# Records for processing
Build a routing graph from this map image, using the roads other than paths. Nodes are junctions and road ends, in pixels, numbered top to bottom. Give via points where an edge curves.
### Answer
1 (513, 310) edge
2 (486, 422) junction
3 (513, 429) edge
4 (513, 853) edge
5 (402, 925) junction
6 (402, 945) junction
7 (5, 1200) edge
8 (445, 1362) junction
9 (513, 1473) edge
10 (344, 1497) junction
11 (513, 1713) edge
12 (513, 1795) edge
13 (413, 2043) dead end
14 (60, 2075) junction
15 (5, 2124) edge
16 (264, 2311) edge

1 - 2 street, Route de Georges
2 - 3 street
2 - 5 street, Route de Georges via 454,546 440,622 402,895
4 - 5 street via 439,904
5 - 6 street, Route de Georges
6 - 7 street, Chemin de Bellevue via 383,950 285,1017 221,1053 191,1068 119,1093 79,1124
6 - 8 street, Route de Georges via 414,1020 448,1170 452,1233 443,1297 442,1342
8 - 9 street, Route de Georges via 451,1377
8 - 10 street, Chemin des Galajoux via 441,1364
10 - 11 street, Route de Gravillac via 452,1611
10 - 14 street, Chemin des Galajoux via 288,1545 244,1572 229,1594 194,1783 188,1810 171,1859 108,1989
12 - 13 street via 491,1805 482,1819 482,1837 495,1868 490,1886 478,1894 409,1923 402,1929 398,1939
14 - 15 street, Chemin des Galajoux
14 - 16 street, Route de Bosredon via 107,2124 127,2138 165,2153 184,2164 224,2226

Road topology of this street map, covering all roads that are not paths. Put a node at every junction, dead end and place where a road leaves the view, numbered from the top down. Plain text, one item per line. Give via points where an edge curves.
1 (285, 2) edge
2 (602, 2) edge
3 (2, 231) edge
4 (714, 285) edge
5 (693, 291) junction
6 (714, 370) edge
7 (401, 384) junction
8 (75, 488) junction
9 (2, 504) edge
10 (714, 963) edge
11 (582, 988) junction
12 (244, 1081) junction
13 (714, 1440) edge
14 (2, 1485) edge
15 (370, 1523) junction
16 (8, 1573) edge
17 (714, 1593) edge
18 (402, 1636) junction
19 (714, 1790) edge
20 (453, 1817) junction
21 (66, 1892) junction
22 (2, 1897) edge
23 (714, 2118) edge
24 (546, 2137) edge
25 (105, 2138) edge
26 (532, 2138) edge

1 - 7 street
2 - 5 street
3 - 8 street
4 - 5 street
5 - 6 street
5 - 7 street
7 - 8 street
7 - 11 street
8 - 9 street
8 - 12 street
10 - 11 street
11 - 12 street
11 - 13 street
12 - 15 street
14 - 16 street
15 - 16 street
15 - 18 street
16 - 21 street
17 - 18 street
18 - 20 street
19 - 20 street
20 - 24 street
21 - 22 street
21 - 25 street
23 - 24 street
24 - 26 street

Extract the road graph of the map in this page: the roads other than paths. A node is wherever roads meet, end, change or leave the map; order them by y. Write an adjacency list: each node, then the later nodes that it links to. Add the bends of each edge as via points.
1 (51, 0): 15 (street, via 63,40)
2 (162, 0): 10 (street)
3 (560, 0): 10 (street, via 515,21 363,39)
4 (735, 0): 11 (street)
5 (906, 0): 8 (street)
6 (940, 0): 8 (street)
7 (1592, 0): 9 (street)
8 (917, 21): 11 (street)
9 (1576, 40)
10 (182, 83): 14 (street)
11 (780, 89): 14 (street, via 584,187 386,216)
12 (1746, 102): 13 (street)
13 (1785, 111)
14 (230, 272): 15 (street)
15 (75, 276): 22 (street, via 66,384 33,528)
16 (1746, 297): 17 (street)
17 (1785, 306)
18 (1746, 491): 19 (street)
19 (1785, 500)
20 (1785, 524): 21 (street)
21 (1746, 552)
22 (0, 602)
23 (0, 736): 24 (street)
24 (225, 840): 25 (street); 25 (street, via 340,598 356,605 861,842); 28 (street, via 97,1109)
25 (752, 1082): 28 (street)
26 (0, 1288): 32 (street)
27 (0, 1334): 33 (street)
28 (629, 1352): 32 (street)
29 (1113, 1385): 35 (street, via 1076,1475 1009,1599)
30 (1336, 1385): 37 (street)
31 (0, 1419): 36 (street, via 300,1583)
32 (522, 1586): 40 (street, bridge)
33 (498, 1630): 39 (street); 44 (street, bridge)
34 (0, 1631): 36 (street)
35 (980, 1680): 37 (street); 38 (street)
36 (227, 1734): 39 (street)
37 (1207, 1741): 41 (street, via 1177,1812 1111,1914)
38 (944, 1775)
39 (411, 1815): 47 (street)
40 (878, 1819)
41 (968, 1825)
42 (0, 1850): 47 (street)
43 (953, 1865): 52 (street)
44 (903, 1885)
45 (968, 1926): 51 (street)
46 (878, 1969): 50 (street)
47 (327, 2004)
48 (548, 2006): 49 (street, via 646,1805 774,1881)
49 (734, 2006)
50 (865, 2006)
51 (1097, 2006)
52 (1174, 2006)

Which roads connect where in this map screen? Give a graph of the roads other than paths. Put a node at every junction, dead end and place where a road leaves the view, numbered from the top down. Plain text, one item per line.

# Task goal
Write the data from above out again, exactly.

# Expected answer
Build a routing graph from this map image, using the roads other than paths. Nodes are junctions and road ends, in pixels, numbered top to bottom. Give via points where an edge curves.
### Answer
1 (513, 310) edge
2 (486, 422) junction
3 (513, 429) edge
4 (513, 853) edge
5 (402, 925) junction
6 (402, 945) junction
7 (5, 1200) edge
8 (445, 1362) junction
9 (513, 1473) edge
10 (344, 1497) junction
11 (513, 1713) edge
12 (513, 1795) edge
13 (413, 2043) dead end
14 (60, 2075) junction
15 (5, 2124) edge
16 (264, 2311) edge

1 - 2 street, Route de Georges
2 - 3 street
2 - 5 street, Route de Georges via 454,546 440,622 402,895
4 - 5 street via 439,904
5 - 6 street, Route de Georges
6 - 7 street, Chemin de Bellevue via 383,950 285,1017 221,1053 191,1068 119,1093 79,1124
6 - 8 street, Route de Georges via 414,1020 448,1170 452,1233 443,1297 442,1342
8 - 9 street, Route de Georges via 451,1377
8 - 10 street, Chemin des Galajoux via 441,1364
10 - 11 street, Route de Gravillac via 452,1611
10 - 14 street, Chemin des Galajoux via 288,1545 244,1572 229,1594 194,1783 188,1810 171,1859 108,1989
12 - 13 street via 491,1805 482,1819 482,1837 495,1868 490,1886 478,1894 409,1923 402,1929 398,1939
14 - 15 street, Chemin des Galajoux
14 - 16 street, Route de Bosredon via 107,2124 127,2138 165,2153 184,2164 224,2226

Road topology of this street map, covering all roads that are not paths. Put a node at every junction, dead end and place where a road leaves the view, numbered from the top down. Plain text, one item per line. Give via points where an edge curves.
1 (285, 2) edge
2 (602, 2) edge
3 (2, 231) edge
4 (714, 285) edge
5 (693, 291) junction
6 (714, 370) edge
7 (401, 384) junction
8 (75, 488) junction
9 (2, 504) edge
10 (714, 963) edge
11 (582, 988) junction
12 (244, 1081) junction
13 (714, 1440) edge
14 (2, 1485) edge
15 (370, 1523) junction
16 (8, 1573) edge
17 (714, 1593) edge
18 (402, 1636) junction
19 (714, 1790) edge
20 (453, 1817) junction
21 (66, 1892) junction
22 (2, 1897) edge
23 (714, 2118) edge
24 (546, 2137) edge
25 (105, 2138) edge
26 (532, 2138) edge

1 - 7 street
2 - 5 street
3 - 8 street
4 - 5 street
5 - 6 street
5 - 7 street
7 - 8 street
7 - 11 street
8 - 9 street
8 - 12 street
10 - 11 street
11 - 12 street
11 - 13 street
12 - 15 street
14 - 16 street
15 - 16 street
15 - 18 street
16 - 21 street
17 - 18 street
18 - 20 street
19 - 20 street
20 - 24 street
21 - 22 street
21 - 25 street
23 - 24 street
24 - 26 street

Extract the road graph of the map in this page: the roads other than paths. A node is wherever roads meet, end, change or leave the map; order them by y. Write an adjacency list: each node, then the later nodes that it links to. Add the bends of each edge as via points.
1 (51, 0): 15 (street, via 63,40)
2 (162, 0): 10 (street)
3 (560, 0): 10 (street, via 515,21 363,39)
4 (735, 0): 11 (street)
5 (906, 0): 8 (street)
6 (940, 0): 8 (street)
7 (1592, 0): 9 (street)
8 (917, 21): 11 (street)
9 (1576, 40)
10 (182, 83): 14 (street)
11 (780, 89): 14 (street, via 584,187 386,216)
12 (1746, 102): 13 (street)
13 (1785, 111)
14 (230, 272): 15 (street)
15 (75, 276): 22 (street, via 66,384 33,528)
16 (1746, 297): 17 (street)
17 (1785, 306)
18 (1746, 491): 19 (street)
19 (1785, 500)
20 (1785, 524): 21 (street)
21 (1746, 552)
22 (0, 602)
23 (0, 736): 24 (street)
24 (225, 840): 25 (street); 25 (street, via 340,598 356,605 861,842); 28 (street, via 97,1109)
25 (752, 1082): 28 (street)
26 (0, 1288): 32 (street)
27 (0, 1334): 33 (street)
28 (629, 1352): 32 (street)
29 (1113, 1385): 35 (street, via 1076,1475 1009,1599)
30 (1336, 1385): 37 (street)
31 (0, 1419): 36 (street, via 300,1583)
32 (522, 1586): 40 (street, bridge)
33 (498, 1630): 39 (street); 44 (street, bridge)
34 (0, 1631): 36 (street)
35 (980, 1680): 37 (street); 38 (street)
36 (227, 1734): 39 (street)
37 (1207, 1741): 41 (street, via 1177,1812 1111,1914)
38 (944, 1775)
39 (411, 1815): 47 (street)
40 (878, 1819)
41 (968, 1825)
42 (0, 1850): 47 (street)
43 (953, 1865): 52 (street)
44 (903, 1885)
45 (968, 1926): 51 (street)
46 (878, 1969): 50 (street)
47 (327, 2004)
48 (548, 2006): 49 (street, via 646,1805 774,1881)
49 (734, 2006)
50 (865, 2006)
51 (1097, 2006)
52 (1174, 2006)

Which roads connect where in this map screen? Give a graph of the roads other than paths. Put a node at every junction, dead end and place where a road leaves the view, numbered from the top down. Plain text, one item per line.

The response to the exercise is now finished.